_What needs to be done_.
Search the entries for the word "from". Copy every line that holds it.

Stored entries
--------------------------------------------------
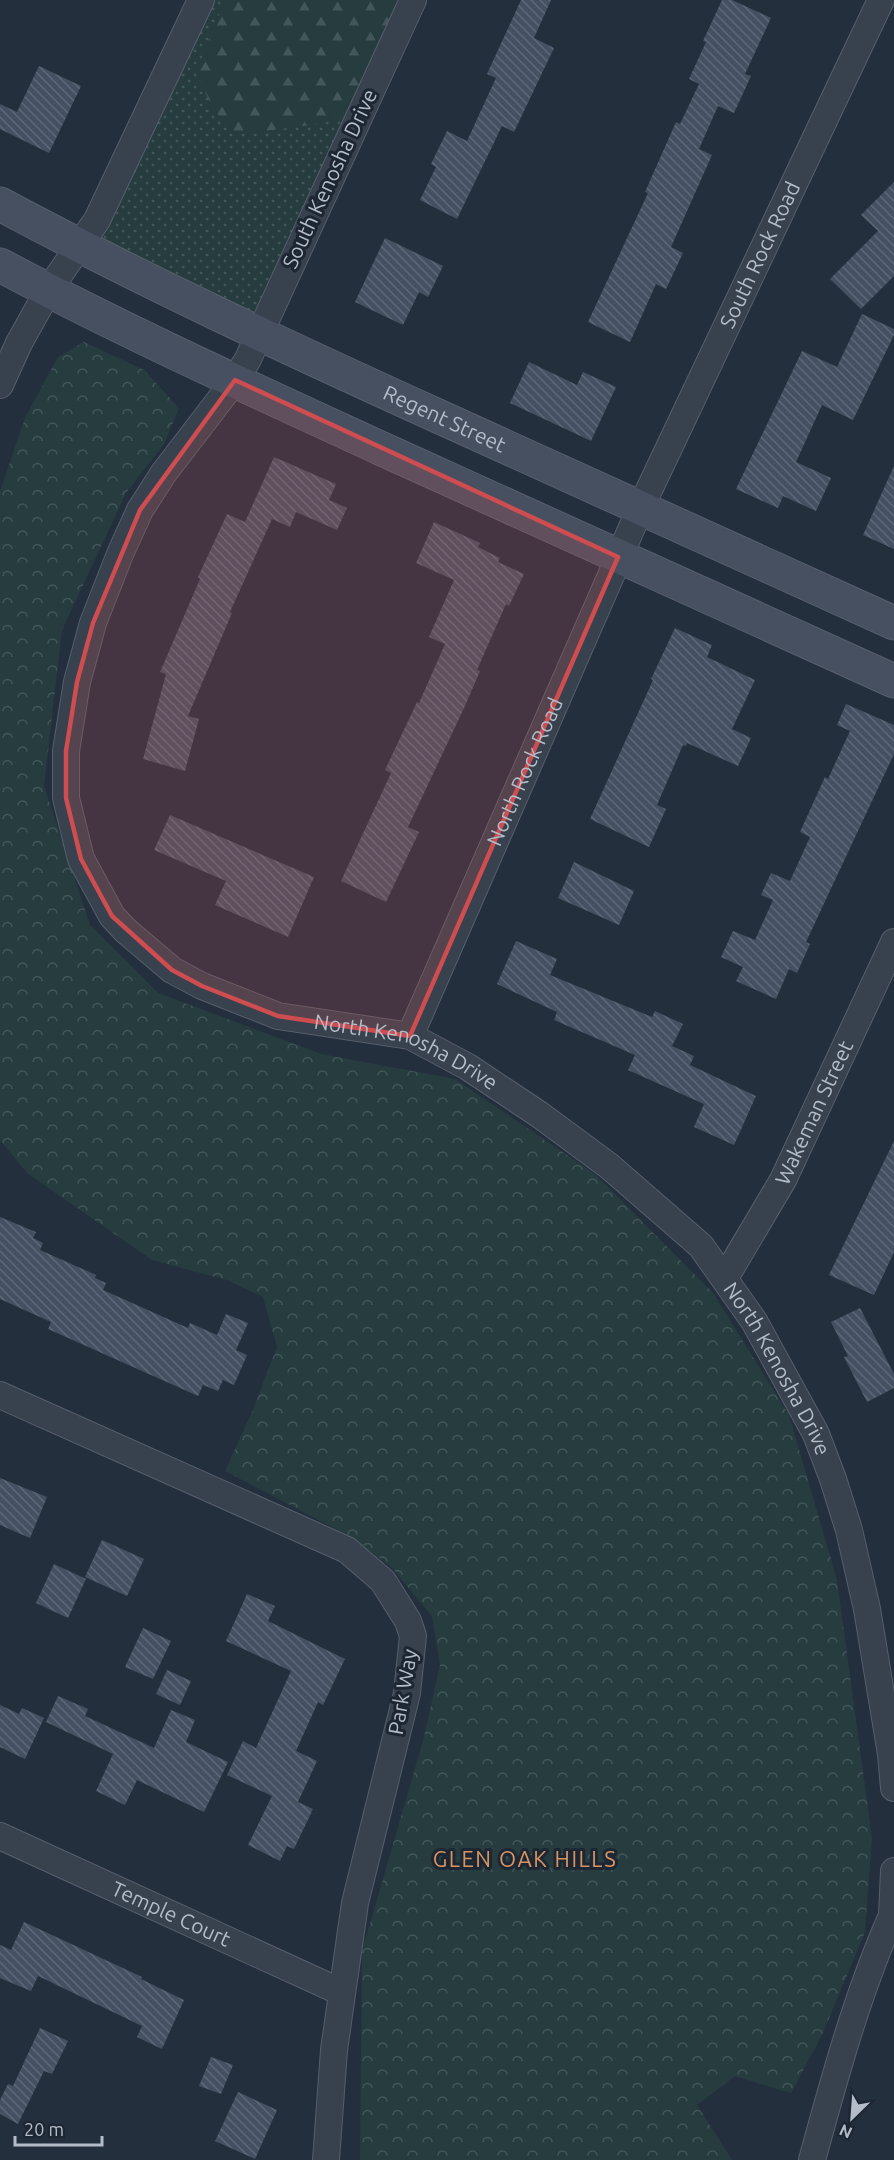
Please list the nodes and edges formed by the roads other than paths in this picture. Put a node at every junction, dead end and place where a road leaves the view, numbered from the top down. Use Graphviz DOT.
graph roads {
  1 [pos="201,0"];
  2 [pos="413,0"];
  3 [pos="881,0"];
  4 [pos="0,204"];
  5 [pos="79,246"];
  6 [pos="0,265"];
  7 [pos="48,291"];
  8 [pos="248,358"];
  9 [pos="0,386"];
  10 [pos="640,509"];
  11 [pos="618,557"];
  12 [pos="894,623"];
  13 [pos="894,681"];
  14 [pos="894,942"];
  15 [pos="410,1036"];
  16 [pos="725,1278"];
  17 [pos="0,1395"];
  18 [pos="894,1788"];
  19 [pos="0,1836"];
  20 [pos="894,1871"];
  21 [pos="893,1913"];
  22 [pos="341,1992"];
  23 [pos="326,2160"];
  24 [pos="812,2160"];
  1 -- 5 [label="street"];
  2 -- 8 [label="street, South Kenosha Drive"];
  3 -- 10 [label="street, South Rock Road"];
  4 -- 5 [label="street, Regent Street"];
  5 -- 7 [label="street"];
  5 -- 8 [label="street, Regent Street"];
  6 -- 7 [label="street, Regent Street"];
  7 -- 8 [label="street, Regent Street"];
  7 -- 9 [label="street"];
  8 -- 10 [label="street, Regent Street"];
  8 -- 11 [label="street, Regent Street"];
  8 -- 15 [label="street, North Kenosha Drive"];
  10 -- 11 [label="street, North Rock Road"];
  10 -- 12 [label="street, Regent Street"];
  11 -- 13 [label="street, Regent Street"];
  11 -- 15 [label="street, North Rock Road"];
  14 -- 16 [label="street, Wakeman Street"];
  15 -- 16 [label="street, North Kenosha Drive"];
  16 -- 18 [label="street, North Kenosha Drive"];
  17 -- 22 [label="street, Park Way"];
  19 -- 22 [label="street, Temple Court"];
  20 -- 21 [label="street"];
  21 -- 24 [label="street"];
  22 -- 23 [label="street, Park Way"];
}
--------------------------------------------------
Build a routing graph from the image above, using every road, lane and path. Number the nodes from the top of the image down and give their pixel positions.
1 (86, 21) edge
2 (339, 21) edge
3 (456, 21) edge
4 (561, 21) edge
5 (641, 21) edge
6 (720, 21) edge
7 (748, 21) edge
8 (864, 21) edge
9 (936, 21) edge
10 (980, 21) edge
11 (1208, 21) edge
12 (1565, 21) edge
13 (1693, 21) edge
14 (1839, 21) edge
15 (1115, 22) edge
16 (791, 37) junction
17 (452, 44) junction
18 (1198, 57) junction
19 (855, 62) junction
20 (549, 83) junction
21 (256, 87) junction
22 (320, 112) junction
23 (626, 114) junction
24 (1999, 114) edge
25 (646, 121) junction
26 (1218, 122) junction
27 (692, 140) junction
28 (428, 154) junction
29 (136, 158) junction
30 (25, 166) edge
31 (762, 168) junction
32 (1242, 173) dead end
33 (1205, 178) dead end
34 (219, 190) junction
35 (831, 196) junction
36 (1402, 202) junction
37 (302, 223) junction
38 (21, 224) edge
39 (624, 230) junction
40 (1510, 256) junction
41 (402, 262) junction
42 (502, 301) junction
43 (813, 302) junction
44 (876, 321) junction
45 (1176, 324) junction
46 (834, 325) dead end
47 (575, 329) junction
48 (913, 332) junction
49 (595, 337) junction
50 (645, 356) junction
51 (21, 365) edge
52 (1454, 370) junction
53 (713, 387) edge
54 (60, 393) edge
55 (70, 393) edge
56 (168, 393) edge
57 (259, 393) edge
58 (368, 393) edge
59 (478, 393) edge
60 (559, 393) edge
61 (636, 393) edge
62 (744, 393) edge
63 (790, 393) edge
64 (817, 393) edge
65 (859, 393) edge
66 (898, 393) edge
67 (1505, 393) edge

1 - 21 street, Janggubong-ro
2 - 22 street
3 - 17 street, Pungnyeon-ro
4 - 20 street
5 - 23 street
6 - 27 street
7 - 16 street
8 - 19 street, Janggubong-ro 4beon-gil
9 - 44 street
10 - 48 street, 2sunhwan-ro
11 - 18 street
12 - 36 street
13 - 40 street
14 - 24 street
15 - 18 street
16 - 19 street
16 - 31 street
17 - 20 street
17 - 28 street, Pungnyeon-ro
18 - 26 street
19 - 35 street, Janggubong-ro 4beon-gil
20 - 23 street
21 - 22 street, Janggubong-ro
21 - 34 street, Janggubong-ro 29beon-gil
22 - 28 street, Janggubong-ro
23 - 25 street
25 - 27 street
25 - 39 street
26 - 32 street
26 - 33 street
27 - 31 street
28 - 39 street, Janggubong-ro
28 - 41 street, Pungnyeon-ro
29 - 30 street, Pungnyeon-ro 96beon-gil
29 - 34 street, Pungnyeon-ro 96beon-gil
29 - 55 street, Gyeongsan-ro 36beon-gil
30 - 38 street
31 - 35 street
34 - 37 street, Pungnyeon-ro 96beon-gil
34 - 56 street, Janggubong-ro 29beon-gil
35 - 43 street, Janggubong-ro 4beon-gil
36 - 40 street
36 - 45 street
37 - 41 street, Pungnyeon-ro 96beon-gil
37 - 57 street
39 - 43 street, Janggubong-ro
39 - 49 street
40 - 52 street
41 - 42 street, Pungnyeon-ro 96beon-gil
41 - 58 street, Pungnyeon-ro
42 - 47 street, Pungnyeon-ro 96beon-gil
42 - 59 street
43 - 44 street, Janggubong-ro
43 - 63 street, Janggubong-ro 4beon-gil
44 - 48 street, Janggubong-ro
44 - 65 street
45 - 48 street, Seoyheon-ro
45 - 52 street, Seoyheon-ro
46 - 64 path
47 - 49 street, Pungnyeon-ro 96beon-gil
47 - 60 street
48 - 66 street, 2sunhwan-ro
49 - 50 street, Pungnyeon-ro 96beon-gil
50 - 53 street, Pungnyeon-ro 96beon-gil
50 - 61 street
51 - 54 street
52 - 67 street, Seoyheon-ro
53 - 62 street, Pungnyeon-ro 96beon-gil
--------------------------------------------------
_Response box_.
Please list the nodes and edges formed by the roads other than paths in this picture. Put a node at every junction, dead end and place where a road leaves the view, numbered from the top down. Use Graphviz DOT.
Build a routing graph from the image above, using every road, lane and path. Number the nodes from the top of the image down and give their pixel positions.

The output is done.